How to Optimize this SQL query of finding Duplicates for Better Database performance

  • Hi All,

    I am new to Database technology, I have come up with the below SQL query with the help of this Fourm Members.

    This SQL query finds duplicate records present in dbo.Changes_DupCk table by comparing it with dbo.Changes and Changes_Frze tables. The three tables are as below.

    1. dbo.Changes_DupCk

    2. dbo.Changes

    3. dbo.Changes_Frze

    The work involves is every week, data from Changes_DupCk table has to be loaded into dbo.Changes and Changes_Frze table. But before loading we have to make sure that dbo.Changes_DupCk table has no dupicate record which is already present in one of the other two tables.

    A Record in Changes_DupCk becomes duplicate if the requestnumber,suffix,AmountTypeCode, EffDate,ExpDate,Amount,AdjustmentType,AdjustmentStatus,AdjustmentUserId matches with a record in dbo.Changes or dbo.Changes_Frze table

    All three have same table structure mentioned below

    CREATE TABLE [dbo].[Changes_Frze](

    [requestNumber] [char](12) NOT NULL,

    [suffix] [char](3) NOT NULL,

    [AmountTypeCode] [char](2) NOT NULL,

    [EffDate] [datetime2](3) NOT NULL,

    [CreationDateTime] [datetime2](3) NOT NULL,

    [ExpDate] [datetime2](3) NULL,

    [Amount] [money] NULL,

    [AdjustmentUserId] [varchar](10) NULL,

    [AdjustmentReason] [varchar](255) NULL,

    [AdjustmentManagerId] [varchar](10) NULL,

    [AdjustmentStatus] [char](1) NOT NULL,

    [AdjustmentType] [char](1) NOT NULL,

    [AdjustmentReasonId] [smallint] NULL

    ) ON [PRIMARY]

    GO

    The SQL query I came up is

    WITH

    cteGetAllRows AS

    ( --=== Combine all the rows as if they were from one table using UNION ALL, marking each row with a table #.

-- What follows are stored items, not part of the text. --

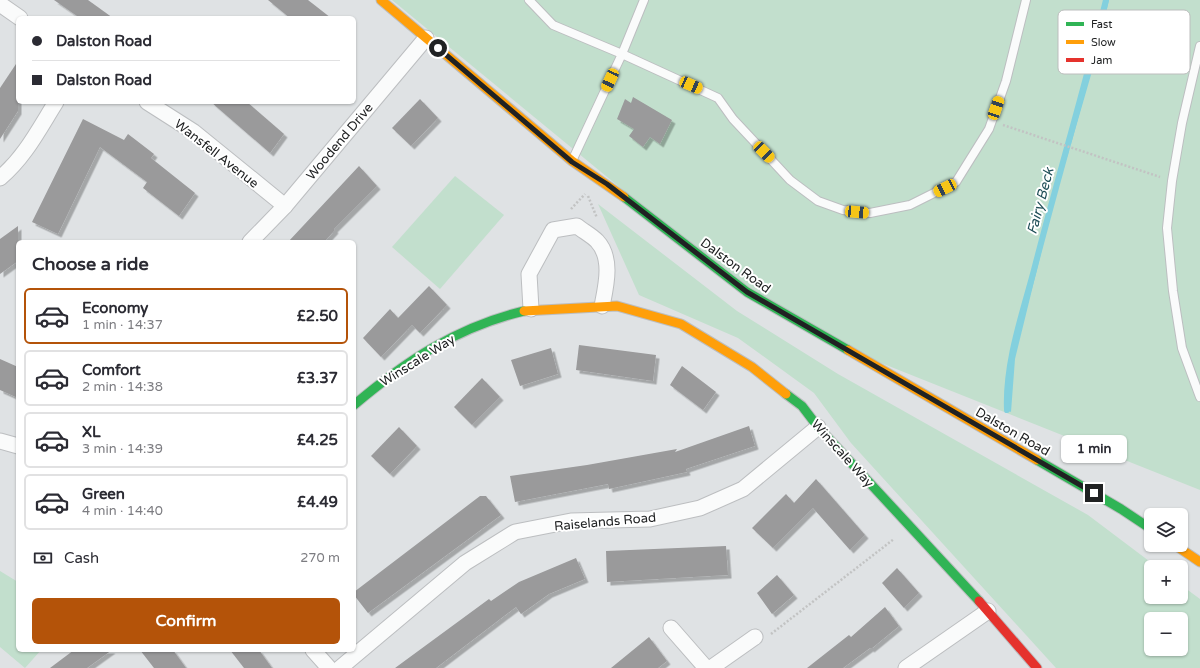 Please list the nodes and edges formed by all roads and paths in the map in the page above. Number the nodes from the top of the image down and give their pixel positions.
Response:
1 (380, 0) edge
2 (529, 0) edge
3 (644, 0) edge
4 (1026, 0) edge
5 (0, 4) edge
6 (17, 16) edge
7 (426, 38) junction
8 (1200, 46) edge
9 (622, 54) junction
10 (55, 104) edge
11 (150, 104) edge
12 (992, 121) junction
13 (572, 162) junction
14 (0, 178) edge
15 (1172, 181) junction
16 (285, 206) junction
17 (252, 240) edge
18 (602, 306) junction
19 (531, 308) junction
20 (1200, 397) edge
21 (356, 403) edge
22 (818, 427) junction
23 (0, 441) edge
24 (16, 445) edge
25 (1144, 524) edge
26 (910, 527) junction
27 (1185, 552) edge
28 (1200, 562) edge
29 (988, 611) junction
30 (671, 628) dead end
31 (755, 637) joint
32 (315, 652) edge
33 (329, 668) edge
34 (340, 668) edge
35 (706, 668) edge
36 (711, 668) edge
37 (906, 668) edge
38 (1037, 668) edge

1 - 7 main road, Dalston Road
2 - 9 lane
3 - 9 lane
4 - 12 lane
5 - 6 street
7 - 13 main road, Dalston Road
7 - 16 street, Woodend Drive
8 - 15 lane
9 - 12 lane
9 - 13 lane
10 - 14 street
11 - 16 street, Wansfell Avenue
12 - 15 path
13 - 25 main road, Dalston Road
15 - 20 lane
16 - 17 street, Woodend Drive
18 - 19 main road, Winscale Way
18 - 19 street
18 - 22 main road, Winscale Way
19 - 21 main road, Winscale Way
22 - 26 main road, Winscale Way
22 - 34 street, Raiselands Road
23 - 24 street
26 - 29 main road, Winscale Way
26 - 31 path
27 - 28 main road
29 - 37 street
29 - 38 main road, Winscale Way
30 - 35 street
31 - 36 street
32 - 33 street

    SELECT *,TableNo = 1 FROM dbo.Changes_DupCk UNION ALL

    SELECT *,TableNo = 2 FROM dbo.Changes UNION ALL

    SELECT *,TableNo = 3 FROM dbo.Changes_Frze

    )

    ,

    cteMarkDupes AS

    ( --=== Number all duplicate rows starting the count over for each row according to the PARTITION BY

    SELECT DupeCheck = ROW_NUMBER() OVER (PARTITION BY [requestNumber],AmountTypeCode,TransactionEffDate,TransactionExpDate,Amount,AdjustmentType,AdjustmentStatus,AdjustmentUserId ORDER BY TransactionEffDate)

    ,*

    FROM cteGetAllRows

    ) --=== Return only the duplicates not including the original of each duplicate.

    SELECT *

    FROM cteMarkDupes

    WHERE DupeCheck > 1

    ;

    This query assumes that all three tables might have duplicates. But in reality, only the Changes_DupCk table may contain duplicate record. Duplicate record in this case means that record is already present in one of other two tables. And dbo.Changes has millions of Records which all are unique. So making an UNION ALL will make my database slow, please suggest me how to optimise this query for better performance.

  • Hi,

    Instead of using UNION ALL you put can use Join and select out the common data from your table and after that you can add a column as a flag which will gets updated as 1 when commom values when matched...

    then you can processed with other values whose flag is 0 so that common data will not come into the scenario of duplication

    _______________________________________________________________
    To get quick answer follow this link:
    http://www.sqlservercentral.com/articles/Best+Practices/61537/

  • Hi Kapil,

    Common data means Duplicate Data or Unique data . please explain How to set Flag over it.

    Could you please provide an example on this scenario.

  • I have written this query for checking duplicates by matching request no . But its not checking the third inner join for Duplicates, It only checks the first inner join for duplicates.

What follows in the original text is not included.